▸ **Task statement**: The records that follow must be repeated exactly as they stand.

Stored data

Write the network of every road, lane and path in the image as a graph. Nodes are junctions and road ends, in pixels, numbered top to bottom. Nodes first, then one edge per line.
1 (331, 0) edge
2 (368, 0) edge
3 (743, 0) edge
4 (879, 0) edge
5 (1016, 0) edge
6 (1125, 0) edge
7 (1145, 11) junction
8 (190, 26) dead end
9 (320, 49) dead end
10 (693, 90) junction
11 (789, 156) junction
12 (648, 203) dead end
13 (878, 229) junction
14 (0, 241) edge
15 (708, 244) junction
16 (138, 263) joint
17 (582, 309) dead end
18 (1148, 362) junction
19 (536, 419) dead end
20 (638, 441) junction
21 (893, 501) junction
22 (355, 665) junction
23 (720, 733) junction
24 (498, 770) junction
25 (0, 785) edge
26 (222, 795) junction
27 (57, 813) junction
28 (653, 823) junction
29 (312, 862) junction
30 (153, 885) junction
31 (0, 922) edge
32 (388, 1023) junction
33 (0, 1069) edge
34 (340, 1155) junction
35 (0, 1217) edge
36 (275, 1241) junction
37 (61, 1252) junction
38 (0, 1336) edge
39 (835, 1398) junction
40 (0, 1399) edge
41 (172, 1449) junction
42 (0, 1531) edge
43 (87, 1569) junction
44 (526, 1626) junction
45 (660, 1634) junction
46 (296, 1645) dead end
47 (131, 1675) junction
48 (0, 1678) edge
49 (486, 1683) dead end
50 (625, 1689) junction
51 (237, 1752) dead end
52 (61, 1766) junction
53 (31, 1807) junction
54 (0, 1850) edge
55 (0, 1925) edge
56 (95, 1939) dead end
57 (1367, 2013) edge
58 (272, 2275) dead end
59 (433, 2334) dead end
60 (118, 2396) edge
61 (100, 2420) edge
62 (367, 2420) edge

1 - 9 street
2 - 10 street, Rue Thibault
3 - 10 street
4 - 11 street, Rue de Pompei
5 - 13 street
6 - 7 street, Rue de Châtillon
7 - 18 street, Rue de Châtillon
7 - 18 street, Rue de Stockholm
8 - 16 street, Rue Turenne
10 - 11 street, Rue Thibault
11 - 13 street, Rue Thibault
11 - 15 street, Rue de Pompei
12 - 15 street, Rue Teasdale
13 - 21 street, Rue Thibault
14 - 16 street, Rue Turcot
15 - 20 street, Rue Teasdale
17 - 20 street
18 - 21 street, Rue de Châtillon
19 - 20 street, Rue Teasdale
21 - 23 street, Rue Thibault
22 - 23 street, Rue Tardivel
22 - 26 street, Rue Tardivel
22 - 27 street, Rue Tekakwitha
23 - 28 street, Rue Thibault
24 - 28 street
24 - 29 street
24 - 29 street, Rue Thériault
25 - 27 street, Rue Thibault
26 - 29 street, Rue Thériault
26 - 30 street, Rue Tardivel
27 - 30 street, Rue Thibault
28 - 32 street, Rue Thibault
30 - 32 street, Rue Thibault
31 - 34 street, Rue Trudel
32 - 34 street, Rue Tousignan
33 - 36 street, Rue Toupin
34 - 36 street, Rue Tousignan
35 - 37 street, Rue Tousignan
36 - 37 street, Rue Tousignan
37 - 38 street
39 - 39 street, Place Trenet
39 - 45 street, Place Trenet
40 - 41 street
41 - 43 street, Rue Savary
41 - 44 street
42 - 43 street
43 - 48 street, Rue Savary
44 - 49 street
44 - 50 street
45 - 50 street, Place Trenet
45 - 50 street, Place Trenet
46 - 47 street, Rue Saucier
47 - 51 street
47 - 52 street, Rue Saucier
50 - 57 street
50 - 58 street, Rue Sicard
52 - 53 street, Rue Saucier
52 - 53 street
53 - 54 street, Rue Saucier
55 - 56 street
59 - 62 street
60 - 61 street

▸ **Written answer**:
Write the network of every road, lane and path in the image as a graph. Nodes are junctions and road ends, in pixels, numbered top to bottom. Nodes first, then one edge per line.
1 (331, 0) edge
2 (368, 0) edge
3 (743, 0) edge
4 (879, 0) edge
5 (1016, 0) edge
6 (1125, 0) edge
7 (1145, 11) junction
8 (190, 26) dead end
9 (320, 49) dead end
10 (693, 90) junction
11 (789, 156) junction
12 (648, 203) dead end
13 (878, 229) junction
14 (0, 241) edge
15 (708, 244) junction
16 (138, 263) joint
17 (582, 309) dead end
18 (1148, 362) junction
19 (536, 419) dead end
20 (638, 441) junction
21 (893, 501) junction
22 (355, 665) junction
23 (720, 733) junction
24 (498, 770) junction
25 (0, 785) edge
26 (222, 795) junction
27 (57, 813) junction
28 (653, 823) junction
29 (312, 862) junction
30 (153, 885) junction
31 (0, 922) edge
32 (388, 1023) junction
33 (0, 1069) edge
34 (340, 1155) junction
35 (0, 1217) edge
36 (275, 1241) junction
37 (61, 1252) junction
38 (0, 1336) edge
39 (835, 1398) junction
40 (0, 1399) edge
41 (172, 1449) junction
42 (0, 1531) edge
43 (87, 1569) junction
44 (526, 1626) junction
45 (660, 1634) junction
46 (296, 1645) dead end
47 (131, 1675) junction
48 (0, 1678) edge
49 (486, 1683) dead end
50 (625, 1689) junction
51 (237, 1752) dead end
52 (61, 1766) junction
53 (31, 1807) junction
54 (0, 1850) edge
55 (0, 1925) edge
56 (95, 1939) dead end
57 (1367, 2013) edge
58 (272, 2275) dead end
59 (433, 2334) dead end
60 (118, 2396) edge
61 (100, 2420) edge
62 (367, 2420) edge

1 - 9 street
2 - 10 street, Rue Thibault
3 - 10 street
4 - 11 street, Rue de Pompei
5 - 13 street
6 - 7 street, Rue de Châtillon
7 - 18 street, Rue de Châtillon
7 - 18 street, Rue de Stockholm
8 - 16 street, Rue Turenne
10 - 11 street, Rue Thibault
11 - 13 street, Rue Thibault
11 - 15 street, Rue de Pompei
12 - 15 street, Rue Teasdale
13 - 21 street, Rue Thibault
14 - 16 street, Rue Turcot
15 - 20 street, Rue Teasdale
17 - 20 street
18 - 21 street, Rue de Châtillon
19 - 20 street, Rue Teasdale
21 - 23 street, Rue Thibault
22 - 23 street, Rue Tardivel
22 - 26 street, Rue Tardivel
22 - 27 street, Rue Tekakwitha
23 - 28 street, Rue Thibault
24 - 28 street
24 - 29 street
24 - 29 street, Rue Thériault
25 - 27 street, Rue Thibault
26 - 29 street, Rue Thériault
26 - 30 street, Rue Tardivel
27 - 30 street, Rue Thibault
28 - 32 street, Rue Thibault
30 - 32 street, Rue Thibault
31 - 34 street, Rue Trudel
32 - 34 street, Rue Tousignan
33 - 36 street, Rue Toupin
34 - 36 street, Rue Tousignan
35 - 37 street, Rue Tousignan
36 - 37 street, Rue Tousignan
37 - 38 street
39 - 39 street, Place Trenet
39 - 45 street, Place Trenet
40 - 41 street
41 - 43 street, Rue Savary
41 - 44 street
42 - 43 street
43 - 48 street, Rue Savary
44 - 49 street
44 - 50 street
45 - 50 street, Place Trenet
45 - 50 street, Place Trenet
46 - 47 street, Rue Saucier
47 - 51 street
47 - 52 street, Rue Saucier
50 - 57 street
50 - 58 street, Rue Sicard
52 - 53 street, Rue Saucier
52 - 53 street
53 - 54 street, Rue Saucier
55 - 56 street
59 - 62 street
60 - 61 street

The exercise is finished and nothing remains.